(Beginning of RECORDS SHOWN)

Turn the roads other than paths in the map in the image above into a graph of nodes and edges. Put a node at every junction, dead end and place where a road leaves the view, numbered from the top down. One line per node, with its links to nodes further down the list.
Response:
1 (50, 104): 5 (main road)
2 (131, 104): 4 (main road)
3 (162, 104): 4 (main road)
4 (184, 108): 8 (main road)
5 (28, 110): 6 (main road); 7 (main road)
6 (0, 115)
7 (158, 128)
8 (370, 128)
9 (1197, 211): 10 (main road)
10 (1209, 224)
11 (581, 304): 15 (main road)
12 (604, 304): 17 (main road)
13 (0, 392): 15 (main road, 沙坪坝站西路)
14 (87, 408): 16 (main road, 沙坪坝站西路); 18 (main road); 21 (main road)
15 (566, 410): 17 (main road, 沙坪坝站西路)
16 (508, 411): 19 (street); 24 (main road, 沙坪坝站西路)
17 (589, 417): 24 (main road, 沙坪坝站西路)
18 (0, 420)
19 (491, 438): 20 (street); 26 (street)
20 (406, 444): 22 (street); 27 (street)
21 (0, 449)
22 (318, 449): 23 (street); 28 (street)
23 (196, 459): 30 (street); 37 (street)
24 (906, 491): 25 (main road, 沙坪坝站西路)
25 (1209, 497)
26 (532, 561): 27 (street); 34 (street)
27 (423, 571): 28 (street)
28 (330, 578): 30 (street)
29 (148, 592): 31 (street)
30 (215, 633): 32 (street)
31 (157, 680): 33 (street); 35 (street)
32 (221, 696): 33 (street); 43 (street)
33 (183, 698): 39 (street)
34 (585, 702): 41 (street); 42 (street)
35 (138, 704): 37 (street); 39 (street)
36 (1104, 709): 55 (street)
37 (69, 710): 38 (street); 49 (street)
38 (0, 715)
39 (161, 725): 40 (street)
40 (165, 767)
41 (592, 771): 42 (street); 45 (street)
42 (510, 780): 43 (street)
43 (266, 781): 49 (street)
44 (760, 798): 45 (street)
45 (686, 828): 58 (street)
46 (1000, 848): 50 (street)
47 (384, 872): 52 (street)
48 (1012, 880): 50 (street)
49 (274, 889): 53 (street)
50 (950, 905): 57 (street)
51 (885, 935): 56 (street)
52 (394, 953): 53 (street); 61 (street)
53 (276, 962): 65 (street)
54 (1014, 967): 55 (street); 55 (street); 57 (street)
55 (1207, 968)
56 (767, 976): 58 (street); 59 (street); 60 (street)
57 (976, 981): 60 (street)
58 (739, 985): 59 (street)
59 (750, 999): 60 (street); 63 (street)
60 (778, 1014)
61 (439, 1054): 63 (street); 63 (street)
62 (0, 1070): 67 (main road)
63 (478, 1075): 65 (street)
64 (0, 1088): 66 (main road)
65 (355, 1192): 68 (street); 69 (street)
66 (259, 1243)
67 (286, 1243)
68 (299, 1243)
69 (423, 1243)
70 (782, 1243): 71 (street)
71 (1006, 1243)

(End of RECORDS SHOWN)

◆ **WORK INSTRUCTIONS**
Every entry must be duplicated exactly as it was written.

◆ **RESULT FOR THIS EXERCISE**
Turn the roads other than paths in the map in the image above into a graph of nodes and edges. Put a node at every junction, dead end and place where a road leaves the view, numbered from the top down. One line per node, with its links to nodes further down the list.
Response:
1 (50, 104): 5 (main road)
2 (131, 104): 4 (main road)
3 (162, 104): 4 (main road)
4 (184, 108): 8 (main road)
5 (28, 110): 6 (main road); 7 (main road)
6 (0, 115)
7 (158, 128)
8 (370, 128)
9 (1197, 211): 10 (main road)
10 (1209, 224)
11 (581, 304): 15 (main road)
12 (604, 304): 17 (main road)
13 (0, 392): 15 (main road, 沙坪坝站西路)
14 (87, 408): 16 (main road, 沙坪坝站西路); 18 (main road); 21 (main road)
15 (566, 410): 17 (main road, 沙坪坝站西路)
16 (508, 411): 19 (street); 24 (main road, 沙坪坝站西路)
17 (589, 417): 24 (main road, 沙坪坝站西路)
18 (0, 420)
19 (491, 438): 20 (street); 26 (street)
20 (406, 444): 22 (street); 27 (street)
21 (0, 449)
22 (318, 449): 23 (street); 28 (street)
23 (196, 459): 30 (street); 37 (street)
24 (906, 491): 25 (main road, 沙坪坝站西路)
25 (1209, 497)
26 (532, 561): 27 (street); 34 (street)
27 (423, 571): 28 (street)
28 (330, 578): 30 (street)
29 (148, 592): 31 (street)
30 (215, 633): 32 (street)
31 (157, 680): 33 (street); 35 (street)
32 (221, 696): 33 (street); 43 (street)
33 (183, 698): 39 (street)
34 (585, 702): 41 (street); 42 (street)
35 (138, 704): 37 (street); 39 (street)
36 (1104, 709): 55 (street)
37 (69, 710): 38 (street); 49 (street)
38 (0, 715)
39 (161, 725): 40 (street)
40 (165, 767)
41 (592, 771): 42 (street); 45 (street)
42 (510, 780): 43 (street)
43 (266, 781): 49 (street)
44 (760, 798): 45 (street)
45 (686, 828): 58 (street)
46 (1000, 848): 50 (street)
47 (384, 872): 52 (street)
48 (1012, 880): 50 (street)
49 (274, 889): 53 (street)
50 (950, 905): 57 (street)
51 (885, 935): 56 (street)
52 (394, 953): 53 (street); 61 (street)
53 (276, 962): 65 (street)
54 (1014, 967): 55 (street); 55 (street); 57 (street)
55 (1207, 968)
56 (767, 976): 58 (street); 59 (street); 60 (street)
57 (976, 981): 60 (street)
58 (739, 985): 59 (street)
59 (750, 999): 60 (street); 63 (street)
60 (778, 1014)
61 (439, 1054): 63 (street); 63 (street)
62 (0, 1070): 67 (main road)
63 (478, 1075): 65 (street)
64 (0, 1088): 66 (main road)
65 (355, 1192): 68 (street); 69 (street)
66 (259, 1243)
67 (286, 1243)
68 (299, 1243)
69 (423, 1243)
70 (782, 1243): 71 (street)
71 (1006, 1243)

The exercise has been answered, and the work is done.